╭─ Records to use
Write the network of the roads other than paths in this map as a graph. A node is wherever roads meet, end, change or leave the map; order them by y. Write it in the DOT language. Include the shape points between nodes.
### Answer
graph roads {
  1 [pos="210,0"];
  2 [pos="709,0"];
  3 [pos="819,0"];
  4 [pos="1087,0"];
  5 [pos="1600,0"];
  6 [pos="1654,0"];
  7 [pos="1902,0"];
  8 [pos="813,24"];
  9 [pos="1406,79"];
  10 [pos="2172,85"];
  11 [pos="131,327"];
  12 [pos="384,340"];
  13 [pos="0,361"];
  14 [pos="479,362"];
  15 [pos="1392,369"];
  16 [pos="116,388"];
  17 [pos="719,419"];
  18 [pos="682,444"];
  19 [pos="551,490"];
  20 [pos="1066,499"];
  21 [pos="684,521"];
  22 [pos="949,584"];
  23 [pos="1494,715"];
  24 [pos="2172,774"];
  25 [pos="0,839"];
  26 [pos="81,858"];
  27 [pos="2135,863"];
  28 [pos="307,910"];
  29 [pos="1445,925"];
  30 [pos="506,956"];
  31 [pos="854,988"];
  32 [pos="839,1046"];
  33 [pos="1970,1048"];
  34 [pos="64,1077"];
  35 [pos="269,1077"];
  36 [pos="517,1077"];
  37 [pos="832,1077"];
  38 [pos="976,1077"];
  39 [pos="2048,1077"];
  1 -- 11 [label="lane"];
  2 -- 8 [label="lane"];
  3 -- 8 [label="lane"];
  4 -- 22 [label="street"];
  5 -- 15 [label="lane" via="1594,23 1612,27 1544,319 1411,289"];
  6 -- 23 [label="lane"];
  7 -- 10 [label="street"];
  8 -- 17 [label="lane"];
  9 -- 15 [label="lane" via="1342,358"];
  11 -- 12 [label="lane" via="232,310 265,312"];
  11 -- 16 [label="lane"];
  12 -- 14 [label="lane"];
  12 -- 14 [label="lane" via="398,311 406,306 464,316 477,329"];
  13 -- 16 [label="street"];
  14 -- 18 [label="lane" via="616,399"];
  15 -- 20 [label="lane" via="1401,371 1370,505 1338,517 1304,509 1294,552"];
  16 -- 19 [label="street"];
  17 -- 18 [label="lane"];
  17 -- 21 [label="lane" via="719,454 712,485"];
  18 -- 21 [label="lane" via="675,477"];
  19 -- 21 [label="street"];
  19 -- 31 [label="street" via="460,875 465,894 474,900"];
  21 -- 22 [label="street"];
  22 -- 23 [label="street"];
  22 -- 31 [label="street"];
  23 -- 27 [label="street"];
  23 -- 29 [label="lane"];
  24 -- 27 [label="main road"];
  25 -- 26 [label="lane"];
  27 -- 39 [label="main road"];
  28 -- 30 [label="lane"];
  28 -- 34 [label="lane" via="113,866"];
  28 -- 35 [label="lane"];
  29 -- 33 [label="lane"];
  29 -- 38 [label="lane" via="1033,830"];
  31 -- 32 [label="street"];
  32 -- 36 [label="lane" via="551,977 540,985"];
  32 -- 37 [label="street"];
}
╰─
## Exercise prompt
If a line in the records contains the word "main", copy it out.

## Response for this exercise
  24 -- 27 [label="main road"];
  27 -- 39 [label="main road"];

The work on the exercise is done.